Data-driven model for hydraulic fracturing design optimization. Part II: Inverse problem
Viktor Duplyakov, Anton Morozov, Dmitriy Popkov, Egor Shel, Albert, Vainshtein, Evgeny Burnaev, Andrei Osiptsov, Grigory Paderin

TL;DR
This paper presents a data-driven approach using machine learning and optimization techniques to design hydraulic fracturing treatments that maximize oil well production, based on extensive field data and inverse problem solving.
Contribution
It introduces a novel integrated framework combining predictive modeling, similarity analysis, and multi-method optimization for hydraulic fracturing design.
Findings
Model accurately predicts cumulative fluid production.
Methods identify optimal fracturing parameters for maximum output.

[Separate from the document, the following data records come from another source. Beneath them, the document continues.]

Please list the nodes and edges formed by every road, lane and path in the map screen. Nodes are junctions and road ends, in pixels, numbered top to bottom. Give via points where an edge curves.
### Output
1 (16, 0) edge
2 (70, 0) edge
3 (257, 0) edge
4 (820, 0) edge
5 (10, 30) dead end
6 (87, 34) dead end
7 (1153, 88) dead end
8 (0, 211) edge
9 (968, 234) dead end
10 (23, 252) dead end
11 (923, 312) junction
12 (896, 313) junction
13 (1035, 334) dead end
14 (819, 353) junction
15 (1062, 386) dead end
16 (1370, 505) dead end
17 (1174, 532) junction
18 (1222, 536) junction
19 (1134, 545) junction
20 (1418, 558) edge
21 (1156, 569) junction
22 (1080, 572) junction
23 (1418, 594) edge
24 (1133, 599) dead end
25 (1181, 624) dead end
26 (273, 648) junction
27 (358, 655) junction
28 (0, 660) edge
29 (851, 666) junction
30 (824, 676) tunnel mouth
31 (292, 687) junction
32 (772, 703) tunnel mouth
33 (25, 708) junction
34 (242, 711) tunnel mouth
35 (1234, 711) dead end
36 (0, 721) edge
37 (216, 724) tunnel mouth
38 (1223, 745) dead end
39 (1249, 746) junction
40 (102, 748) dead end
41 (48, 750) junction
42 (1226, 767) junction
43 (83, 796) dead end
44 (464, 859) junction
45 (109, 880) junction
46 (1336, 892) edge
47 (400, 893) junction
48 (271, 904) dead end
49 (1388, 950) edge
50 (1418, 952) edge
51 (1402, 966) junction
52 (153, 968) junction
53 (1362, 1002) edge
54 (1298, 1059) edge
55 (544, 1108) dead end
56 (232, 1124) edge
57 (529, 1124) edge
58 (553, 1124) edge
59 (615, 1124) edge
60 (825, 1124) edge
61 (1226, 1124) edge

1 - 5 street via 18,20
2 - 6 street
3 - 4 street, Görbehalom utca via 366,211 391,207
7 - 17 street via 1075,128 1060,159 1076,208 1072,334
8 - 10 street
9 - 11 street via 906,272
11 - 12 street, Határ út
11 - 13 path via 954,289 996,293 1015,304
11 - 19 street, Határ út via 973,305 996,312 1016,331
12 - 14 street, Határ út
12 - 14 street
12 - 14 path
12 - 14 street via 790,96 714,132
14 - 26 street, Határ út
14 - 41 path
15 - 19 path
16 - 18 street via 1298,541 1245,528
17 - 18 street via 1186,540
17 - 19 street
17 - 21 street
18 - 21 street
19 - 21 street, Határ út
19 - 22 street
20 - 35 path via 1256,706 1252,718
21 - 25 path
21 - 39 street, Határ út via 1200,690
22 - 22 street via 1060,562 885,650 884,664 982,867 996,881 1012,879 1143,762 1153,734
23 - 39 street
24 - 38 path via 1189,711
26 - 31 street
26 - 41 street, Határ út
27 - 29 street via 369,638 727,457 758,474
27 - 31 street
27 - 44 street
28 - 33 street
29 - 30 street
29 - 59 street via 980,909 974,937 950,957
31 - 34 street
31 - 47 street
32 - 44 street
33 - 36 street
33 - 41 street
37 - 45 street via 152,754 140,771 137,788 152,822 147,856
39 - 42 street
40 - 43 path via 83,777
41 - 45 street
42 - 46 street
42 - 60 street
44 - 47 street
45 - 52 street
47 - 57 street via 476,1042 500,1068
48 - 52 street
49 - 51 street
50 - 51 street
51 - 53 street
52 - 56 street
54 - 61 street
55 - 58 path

Framework aids engineers in designing effective fracturing treatments.
Abstract
We describe a stacked model for predicting the cumulative fluid production for an oil well with a multistage-fracture completion based on a combination of Ridge Regression and CatBoost algorithms. The model is developed based on an extended digital field data base of reservoir, well and fracturing design parameters. The database now includes more than 5000 wells from 23 oilfields of Western Siberia (Russia), with 6687 fracturing operations in total. Starting with 387 parameters characterizing each well, including construction, reservoir properties, fracturing design features and production, we end up with 38 key parameters used as input features for each well in the model training process. The model demonstrates physically explainable dependencies plots of the target on the design parameters (number of stages, proppant mass, average and final proppant concentrations and fluid rate). We…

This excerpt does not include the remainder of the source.